以上所述,仅为本申请示例性的具体实施方式,但本申请的保护范围并不局限于此,任何熟悉本技术领域的技术人员在本申请揭露的技术范围内,可轻易想到的变化或替换,都应涵盖在本申请的保护范围之内。因此,本申请的保护范围应该以权利要求的保护范围为准。

Claims (48)

  1. 一种图像预测方法,其特征在于,包括:
    获取当前图像块的初始运动信息;
    基于所述初始运动信息和当前图像块的位置确定N个前向参考块的位置和N个后向参考块的位置,所述N个前向参考块位于前向参考图像中,所述N个后向参考块位于后向参考图像中,N为大于1的整数;
    基于匹配代价准则,从M对参考块的位置中确定一对参考块的位置为当前图像块的目标前向参考块的位置和目标后向参考块的位置,其中每对参考块的位置包括一个前向参考块的位置和一个后向参考块的位置,且针对每对参考块的位置,第一位置偏移与第二位置偏移成镜像关系,所述第一位置偏移表示所述前向参考块的位置相对于初始前向参考块的位置的位置偏移,所述第二位置偏移表示所述后向参考块的位置相对于初始后向参考块的位置的位置偏移,所述M为大于或等于1的整数,且所述M小于或等于N;
    基于所述目标前向参考块的像素值和所述目标后向参考块的像素值,得到所述当前图像块的像素值的预测值。
  2. 如权利要求1所述的方法,其特征在于,所述第一位置偏移与第二位置偏移成镜像关系,包括:
    所述第一位置偏移的方向与第二位置偏移的方向相反,且第一位置偏移的幅值与第二位置偏移的幅值相同。
  3. 如权利要求1或2所述的方法,其特征在于,所述方法还包括:
    获得当前图像块的更新的运动信息,所述更新的运动信息包括更新的前向运动矢量和更新的后向运动矢量,其中所述更新的前向运动矢量指向所述目标前向参考块的位置,所述更新的后向运动矢量指向所述目标后向参考块的位置。

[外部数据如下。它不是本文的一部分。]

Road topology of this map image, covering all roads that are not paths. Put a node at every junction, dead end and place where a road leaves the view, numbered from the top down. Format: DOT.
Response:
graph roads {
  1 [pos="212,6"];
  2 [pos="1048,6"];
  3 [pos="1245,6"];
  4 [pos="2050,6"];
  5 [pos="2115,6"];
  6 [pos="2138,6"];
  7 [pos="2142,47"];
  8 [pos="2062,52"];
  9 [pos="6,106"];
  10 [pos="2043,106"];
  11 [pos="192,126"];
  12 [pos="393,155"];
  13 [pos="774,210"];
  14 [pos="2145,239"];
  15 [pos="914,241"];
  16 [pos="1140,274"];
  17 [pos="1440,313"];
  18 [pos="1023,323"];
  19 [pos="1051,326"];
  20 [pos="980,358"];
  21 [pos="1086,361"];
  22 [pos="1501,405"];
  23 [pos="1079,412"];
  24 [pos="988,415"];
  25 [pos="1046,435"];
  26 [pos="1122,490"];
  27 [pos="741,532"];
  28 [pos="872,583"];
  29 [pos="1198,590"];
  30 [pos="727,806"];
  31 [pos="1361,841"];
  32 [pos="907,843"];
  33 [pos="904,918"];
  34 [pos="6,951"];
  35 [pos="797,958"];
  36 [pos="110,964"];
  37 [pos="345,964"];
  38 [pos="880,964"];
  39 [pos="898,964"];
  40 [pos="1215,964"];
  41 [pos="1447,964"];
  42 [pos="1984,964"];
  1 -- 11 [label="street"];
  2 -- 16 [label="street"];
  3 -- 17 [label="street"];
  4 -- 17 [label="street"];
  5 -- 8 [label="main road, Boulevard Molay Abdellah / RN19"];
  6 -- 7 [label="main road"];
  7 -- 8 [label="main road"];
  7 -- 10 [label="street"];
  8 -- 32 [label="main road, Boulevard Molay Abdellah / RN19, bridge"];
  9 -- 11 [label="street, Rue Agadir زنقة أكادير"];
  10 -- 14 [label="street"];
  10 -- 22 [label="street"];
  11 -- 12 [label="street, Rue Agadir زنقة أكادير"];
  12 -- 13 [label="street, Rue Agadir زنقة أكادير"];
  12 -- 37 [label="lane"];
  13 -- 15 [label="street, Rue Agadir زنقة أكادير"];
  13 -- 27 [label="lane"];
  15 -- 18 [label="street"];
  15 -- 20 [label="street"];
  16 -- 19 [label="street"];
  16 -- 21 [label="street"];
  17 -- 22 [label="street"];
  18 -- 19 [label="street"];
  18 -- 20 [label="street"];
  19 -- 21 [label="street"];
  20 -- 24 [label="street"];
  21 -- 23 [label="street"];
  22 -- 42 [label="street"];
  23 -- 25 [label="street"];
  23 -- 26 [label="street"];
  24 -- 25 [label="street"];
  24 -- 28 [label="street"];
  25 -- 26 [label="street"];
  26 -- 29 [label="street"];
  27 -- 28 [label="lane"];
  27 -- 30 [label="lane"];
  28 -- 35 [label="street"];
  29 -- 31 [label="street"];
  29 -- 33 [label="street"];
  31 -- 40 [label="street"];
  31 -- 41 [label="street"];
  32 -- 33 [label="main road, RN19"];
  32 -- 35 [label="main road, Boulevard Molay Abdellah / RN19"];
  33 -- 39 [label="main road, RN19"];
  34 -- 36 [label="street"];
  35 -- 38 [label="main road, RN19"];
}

  4. 如权利要求1至3任一项所述的方法,其特征在于,所述N个前向参考块的位置包括一个初始前向参考块的位置和(N-1)个候选前向参考块的位置,每个候选前向参考块的位置相对于所述初始前向参考块的位置的位置偏移为整数像素距离或者分数像素距离;或者,
    所述N个后向参考块的位置包括一个初始后向参考块的位置和(N-1)个候选后向参考块的位置,每个候选后向参考块的位置相对于所述初始后向参考块的位置的位置偏移为整数像素距离或者分数像素距离。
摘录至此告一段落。